If people ask nicely because it's something they struggle to understand then I'm usually nice back again.

RunRabbitRunRabbit · 01/12/2015 20:06

I'd take "so what are you going to do?" as a genuine question not a judgement. Lots of people have a career change after DC and/or get additional qualifications. Some take the preschool years off then go back. It could be a genuine question about what your future plans are, in a nice friendly way.

WorldsBiggestGrotbag · 01/12/2015 20:13

I'm a SAHM to a 2 year old and 4 month old and the only people who have ever asked anything like this are my IL's. I think they think I'm sponging off their DS and should be earning my keep.

StarryStarryElf · 02/12/2015 11:02

Always such stupid and intrusive questions too.
I learned how to be sarcy, quick witted or if in the mood downright rude.

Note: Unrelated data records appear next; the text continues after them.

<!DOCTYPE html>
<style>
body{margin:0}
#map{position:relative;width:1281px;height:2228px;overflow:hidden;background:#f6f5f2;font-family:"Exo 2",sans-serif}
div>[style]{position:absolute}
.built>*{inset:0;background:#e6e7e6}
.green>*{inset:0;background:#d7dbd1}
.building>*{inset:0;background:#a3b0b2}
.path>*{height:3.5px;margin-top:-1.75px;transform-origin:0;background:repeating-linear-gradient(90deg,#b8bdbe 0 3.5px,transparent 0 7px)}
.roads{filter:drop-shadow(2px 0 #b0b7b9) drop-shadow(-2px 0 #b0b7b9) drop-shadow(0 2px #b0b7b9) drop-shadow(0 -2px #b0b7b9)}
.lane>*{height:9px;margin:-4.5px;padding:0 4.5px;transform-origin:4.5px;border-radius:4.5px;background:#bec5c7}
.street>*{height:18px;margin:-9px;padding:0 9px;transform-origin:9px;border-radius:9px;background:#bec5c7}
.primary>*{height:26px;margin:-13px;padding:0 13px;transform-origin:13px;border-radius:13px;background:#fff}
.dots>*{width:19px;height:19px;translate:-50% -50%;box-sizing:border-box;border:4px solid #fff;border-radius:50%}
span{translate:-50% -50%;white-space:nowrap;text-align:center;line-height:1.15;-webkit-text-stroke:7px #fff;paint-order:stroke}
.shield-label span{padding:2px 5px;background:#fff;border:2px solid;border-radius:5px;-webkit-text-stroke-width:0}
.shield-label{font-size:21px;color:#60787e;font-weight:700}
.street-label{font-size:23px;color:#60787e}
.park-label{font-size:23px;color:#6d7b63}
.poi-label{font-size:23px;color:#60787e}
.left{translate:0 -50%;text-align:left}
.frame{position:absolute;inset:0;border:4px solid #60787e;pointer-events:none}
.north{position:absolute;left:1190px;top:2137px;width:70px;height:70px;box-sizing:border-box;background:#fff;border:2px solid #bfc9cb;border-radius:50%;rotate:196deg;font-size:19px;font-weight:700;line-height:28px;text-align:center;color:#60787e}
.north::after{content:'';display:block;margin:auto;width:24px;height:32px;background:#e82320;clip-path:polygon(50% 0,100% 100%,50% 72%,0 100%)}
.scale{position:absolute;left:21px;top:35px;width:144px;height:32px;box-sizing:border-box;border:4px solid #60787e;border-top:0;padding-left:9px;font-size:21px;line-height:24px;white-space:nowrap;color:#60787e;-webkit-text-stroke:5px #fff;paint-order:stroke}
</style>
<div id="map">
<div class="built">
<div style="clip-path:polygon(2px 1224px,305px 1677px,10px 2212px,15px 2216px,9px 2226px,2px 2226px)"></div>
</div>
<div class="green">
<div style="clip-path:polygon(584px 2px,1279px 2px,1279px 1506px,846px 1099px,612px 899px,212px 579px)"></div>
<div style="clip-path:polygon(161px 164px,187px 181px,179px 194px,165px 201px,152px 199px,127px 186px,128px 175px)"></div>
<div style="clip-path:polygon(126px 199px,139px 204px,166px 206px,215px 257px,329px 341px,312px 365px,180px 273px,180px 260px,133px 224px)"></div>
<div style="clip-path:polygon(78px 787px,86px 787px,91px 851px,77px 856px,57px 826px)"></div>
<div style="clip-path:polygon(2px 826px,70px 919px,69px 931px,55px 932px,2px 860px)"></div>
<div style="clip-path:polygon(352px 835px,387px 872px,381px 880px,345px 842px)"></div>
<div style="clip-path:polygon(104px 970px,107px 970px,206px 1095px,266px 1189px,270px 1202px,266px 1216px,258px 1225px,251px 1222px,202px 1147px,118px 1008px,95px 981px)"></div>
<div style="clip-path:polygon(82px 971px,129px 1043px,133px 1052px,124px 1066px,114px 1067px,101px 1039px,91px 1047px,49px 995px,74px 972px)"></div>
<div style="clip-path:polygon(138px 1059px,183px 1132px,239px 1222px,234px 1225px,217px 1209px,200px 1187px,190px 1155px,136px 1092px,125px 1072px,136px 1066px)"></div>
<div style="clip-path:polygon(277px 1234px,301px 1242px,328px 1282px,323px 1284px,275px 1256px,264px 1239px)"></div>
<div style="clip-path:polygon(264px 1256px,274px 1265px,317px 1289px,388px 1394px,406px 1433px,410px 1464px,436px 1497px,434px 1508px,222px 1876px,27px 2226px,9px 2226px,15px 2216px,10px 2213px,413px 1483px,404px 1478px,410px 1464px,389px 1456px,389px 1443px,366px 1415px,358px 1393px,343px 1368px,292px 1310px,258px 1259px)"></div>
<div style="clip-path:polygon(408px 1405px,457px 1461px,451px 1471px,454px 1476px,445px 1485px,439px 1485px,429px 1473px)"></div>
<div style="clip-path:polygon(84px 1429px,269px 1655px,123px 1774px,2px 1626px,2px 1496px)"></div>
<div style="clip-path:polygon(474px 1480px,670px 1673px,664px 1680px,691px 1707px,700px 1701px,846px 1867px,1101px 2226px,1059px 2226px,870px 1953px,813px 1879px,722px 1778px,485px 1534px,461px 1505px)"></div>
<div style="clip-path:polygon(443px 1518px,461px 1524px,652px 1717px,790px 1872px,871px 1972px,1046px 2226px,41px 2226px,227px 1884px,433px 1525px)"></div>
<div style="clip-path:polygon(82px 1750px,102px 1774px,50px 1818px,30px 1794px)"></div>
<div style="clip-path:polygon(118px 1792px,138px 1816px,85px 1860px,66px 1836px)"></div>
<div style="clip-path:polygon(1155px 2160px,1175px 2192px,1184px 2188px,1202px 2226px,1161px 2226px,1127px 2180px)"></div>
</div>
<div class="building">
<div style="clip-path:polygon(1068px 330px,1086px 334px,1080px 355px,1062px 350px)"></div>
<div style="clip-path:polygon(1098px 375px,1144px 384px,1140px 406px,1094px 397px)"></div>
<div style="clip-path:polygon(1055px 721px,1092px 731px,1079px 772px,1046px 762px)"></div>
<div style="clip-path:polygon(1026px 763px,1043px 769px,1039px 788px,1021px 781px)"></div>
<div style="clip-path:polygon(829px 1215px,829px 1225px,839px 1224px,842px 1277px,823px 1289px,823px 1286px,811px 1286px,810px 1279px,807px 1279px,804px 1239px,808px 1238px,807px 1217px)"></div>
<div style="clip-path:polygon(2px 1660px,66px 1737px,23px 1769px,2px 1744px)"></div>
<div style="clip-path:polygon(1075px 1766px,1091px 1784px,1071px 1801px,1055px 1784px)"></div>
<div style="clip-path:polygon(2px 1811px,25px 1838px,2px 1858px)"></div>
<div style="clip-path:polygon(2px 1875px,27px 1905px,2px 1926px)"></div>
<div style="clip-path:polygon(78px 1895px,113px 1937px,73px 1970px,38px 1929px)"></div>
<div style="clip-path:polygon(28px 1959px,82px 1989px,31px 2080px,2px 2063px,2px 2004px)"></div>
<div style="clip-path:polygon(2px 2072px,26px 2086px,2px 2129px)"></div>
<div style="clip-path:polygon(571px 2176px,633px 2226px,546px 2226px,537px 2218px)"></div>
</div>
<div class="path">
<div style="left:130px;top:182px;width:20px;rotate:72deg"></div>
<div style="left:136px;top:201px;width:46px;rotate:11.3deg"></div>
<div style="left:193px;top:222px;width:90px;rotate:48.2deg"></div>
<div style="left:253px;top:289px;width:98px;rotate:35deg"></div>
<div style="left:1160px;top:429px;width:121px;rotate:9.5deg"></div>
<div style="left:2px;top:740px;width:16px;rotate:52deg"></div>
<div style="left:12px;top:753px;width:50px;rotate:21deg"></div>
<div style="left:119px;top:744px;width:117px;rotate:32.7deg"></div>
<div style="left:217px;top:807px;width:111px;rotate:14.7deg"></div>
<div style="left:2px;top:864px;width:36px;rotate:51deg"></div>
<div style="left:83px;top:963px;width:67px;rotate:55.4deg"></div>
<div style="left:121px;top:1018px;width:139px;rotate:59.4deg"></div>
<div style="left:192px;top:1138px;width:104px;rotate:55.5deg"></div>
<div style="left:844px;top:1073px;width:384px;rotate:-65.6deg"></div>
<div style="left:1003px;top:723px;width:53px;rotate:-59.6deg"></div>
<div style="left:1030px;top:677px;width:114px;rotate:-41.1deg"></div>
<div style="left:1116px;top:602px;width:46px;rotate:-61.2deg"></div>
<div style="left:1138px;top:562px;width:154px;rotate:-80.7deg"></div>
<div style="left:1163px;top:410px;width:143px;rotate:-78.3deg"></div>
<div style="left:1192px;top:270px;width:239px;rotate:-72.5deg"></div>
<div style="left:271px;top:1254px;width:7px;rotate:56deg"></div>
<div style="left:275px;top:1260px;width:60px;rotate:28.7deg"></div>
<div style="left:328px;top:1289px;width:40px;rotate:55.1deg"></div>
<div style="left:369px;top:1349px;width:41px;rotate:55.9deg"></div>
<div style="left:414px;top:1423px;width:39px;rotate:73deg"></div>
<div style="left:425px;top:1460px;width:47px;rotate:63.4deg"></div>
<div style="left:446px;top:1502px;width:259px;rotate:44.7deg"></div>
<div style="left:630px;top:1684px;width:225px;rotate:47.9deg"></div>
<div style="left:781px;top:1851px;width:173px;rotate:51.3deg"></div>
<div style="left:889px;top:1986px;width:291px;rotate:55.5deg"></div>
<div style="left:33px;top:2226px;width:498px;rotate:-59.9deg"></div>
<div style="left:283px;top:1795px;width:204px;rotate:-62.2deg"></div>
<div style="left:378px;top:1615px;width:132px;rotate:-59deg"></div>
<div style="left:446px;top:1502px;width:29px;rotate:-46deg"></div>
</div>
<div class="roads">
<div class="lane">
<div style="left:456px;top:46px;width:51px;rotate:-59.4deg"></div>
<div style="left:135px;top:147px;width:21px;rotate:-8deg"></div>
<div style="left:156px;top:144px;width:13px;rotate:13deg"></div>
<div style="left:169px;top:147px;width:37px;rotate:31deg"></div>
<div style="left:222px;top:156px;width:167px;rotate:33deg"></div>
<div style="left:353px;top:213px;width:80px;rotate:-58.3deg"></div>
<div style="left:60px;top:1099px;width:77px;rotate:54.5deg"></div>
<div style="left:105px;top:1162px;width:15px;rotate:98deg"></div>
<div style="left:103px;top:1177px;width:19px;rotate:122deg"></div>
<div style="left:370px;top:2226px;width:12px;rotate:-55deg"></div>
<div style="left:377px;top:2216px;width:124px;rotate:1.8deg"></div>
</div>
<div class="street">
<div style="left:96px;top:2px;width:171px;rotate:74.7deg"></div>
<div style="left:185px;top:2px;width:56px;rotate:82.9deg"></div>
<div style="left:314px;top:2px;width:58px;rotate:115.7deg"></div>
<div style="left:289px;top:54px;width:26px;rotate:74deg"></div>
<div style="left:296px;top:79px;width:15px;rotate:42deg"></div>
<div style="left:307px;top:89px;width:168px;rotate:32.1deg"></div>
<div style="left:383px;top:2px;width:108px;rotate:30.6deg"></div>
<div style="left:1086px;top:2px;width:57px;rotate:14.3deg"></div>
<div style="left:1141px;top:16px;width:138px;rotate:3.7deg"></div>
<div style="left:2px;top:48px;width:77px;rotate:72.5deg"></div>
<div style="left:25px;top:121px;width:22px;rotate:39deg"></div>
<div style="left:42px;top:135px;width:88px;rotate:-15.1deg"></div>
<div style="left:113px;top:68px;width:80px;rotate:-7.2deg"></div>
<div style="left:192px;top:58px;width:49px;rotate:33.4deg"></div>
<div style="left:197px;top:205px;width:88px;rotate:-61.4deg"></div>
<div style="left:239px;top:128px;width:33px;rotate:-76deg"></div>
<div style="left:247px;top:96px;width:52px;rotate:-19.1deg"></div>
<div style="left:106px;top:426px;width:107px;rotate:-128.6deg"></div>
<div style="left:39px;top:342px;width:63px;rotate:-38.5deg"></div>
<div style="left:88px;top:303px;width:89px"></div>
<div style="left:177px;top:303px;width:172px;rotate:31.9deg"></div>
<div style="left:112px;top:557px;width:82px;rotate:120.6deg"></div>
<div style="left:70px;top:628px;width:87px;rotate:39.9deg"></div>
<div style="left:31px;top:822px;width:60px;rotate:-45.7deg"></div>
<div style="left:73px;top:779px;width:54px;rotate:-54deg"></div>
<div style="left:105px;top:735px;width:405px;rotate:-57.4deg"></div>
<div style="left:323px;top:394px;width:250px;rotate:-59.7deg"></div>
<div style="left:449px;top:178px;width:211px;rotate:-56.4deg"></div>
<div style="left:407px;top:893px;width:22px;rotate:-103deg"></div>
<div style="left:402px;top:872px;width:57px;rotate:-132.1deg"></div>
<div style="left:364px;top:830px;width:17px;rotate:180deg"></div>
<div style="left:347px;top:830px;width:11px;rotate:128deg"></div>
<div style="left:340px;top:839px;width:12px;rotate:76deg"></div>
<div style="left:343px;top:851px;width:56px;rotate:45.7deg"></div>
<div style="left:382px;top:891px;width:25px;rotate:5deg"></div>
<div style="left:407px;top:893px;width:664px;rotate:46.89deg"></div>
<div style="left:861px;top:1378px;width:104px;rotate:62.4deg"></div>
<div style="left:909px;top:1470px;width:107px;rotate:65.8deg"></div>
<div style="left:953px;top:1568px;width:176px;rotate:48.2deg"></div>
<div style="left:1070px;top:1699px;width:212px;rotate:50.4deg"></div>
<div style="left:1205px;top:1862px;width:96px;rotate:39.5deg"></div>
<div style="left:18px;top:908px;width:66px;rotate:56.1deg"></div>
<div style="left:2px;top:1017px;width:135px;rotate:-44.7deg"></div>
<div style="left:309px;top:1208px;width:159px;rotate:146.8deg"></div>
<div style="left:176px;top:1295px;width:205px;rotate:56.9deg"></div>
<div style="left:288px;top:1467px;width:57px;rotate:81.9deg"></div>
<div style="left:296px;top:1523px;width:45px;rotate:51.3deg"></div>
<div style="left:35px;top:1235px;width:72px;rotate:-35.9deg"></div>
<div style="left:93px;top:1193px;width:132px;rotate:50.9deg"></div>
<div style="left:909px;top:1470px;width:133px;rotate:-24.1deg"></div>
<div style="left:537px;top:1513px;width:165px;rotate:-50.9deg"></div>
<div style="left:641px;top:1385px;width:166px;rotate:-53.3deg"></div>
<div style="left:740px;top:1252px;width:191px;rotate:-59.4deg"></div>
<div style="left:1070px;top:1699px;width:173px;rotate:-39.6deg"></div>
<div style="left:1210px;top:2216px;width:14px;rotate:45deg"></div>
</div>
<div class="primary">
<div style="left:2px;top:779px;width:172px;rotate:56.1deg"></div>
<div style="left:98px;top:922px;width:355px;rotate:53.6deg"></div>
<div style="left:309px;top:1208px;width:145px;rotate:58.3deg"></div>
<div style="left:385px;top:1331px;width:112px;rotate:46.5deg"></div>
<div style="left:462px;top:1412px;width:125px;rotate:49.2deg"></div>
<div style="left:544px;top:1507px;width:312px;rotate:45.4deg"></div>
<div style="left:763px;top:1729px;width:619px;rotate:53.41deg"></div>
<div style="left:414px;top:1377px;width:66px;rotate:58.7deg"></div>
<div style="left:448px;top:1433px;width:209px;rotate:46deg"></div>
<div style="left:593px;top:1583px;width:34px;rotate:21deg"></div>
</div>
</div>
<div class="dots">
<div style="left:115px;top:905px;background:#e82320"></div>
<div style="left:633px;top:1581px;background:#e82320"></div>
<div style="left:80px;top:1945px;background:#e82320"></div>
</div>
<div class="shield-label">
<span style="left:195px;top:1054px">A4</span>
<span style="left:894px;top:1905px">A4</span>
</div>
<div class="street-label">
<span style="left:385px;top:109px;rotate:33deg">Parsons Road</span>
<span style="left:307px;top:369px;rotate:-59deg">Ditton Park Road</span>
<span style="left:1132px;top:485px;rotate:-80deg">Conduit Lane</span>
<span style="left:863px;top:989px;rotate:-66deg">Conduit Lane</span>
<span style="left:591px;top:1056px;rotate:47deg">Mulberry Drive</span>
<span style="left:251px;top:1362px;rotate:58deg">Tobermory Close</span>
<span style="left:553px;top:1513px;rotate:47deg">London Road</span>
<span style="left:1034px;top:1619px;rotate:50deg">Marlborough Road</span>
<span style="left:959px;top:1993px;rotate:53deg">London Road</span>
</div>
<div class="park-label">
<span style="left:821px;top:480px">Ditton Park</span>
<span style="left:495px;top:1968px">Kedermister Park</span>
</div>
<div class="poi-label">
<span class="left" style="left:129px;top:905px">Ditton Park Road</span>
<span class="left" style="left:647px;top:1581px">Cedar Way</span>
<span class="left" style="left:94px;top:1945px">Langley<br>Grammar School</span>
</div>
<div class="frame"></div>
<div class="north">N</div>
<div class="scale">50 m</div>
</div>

If people ask nicely because it's something they struggle to understand then I'm usually nice back again. I have become the exactly the same!

In the past I have shared ideas that I have had re going back to work and they have been pulled apart and shot down - they were not unreasonable ideas either! Any thoughts that I do have are now shared with sensible people who will offer support rather than nosy relatives!

Millionprammiles · 02/12/2015 13:28

There's absolutely no need to justify being a SAHP - and anyone who thinks you'll have your feet up is clueless.

But its probably sensible to have a redundancy/illness/divorce back up plan which might involve longer term career planning. Which might be what some people mean by 'what will you do'.

MaGratgarlik1983 · 07/01/2016 18:33

Am thinking about becoming a SAHM at the end of my maternity leave and can see how frustrating this can be! I think as women we're damned if we do and damned if we don't - we either don't love our DC enough to stay at home and rear them properly or we're lazy money grabbing wasters! Do what is right for your family I say and don't judge other women for doing the right thing for theirs :)

DrCoconut · 17/01/2016 21:59

Well, there has been a change since my last post and we may now be able to afford for me to take a year or two out! I would have to go back for 3 months once my leave is up as we can't afford to repay my company maternity pay but after that I am seriously thinking about it. Family childcare may be easier to get if its short term. I had no choice at all with my first two babies but now I may have I just don't feel right about going back. They are all thriving with me at home. I can use the time off to retrain to do something that would work round them better once DS3 is bigger. It feels strange to even be saying this but I will never lie on my death bed and regret time not spent at work. The same cannot be said of time with the kids.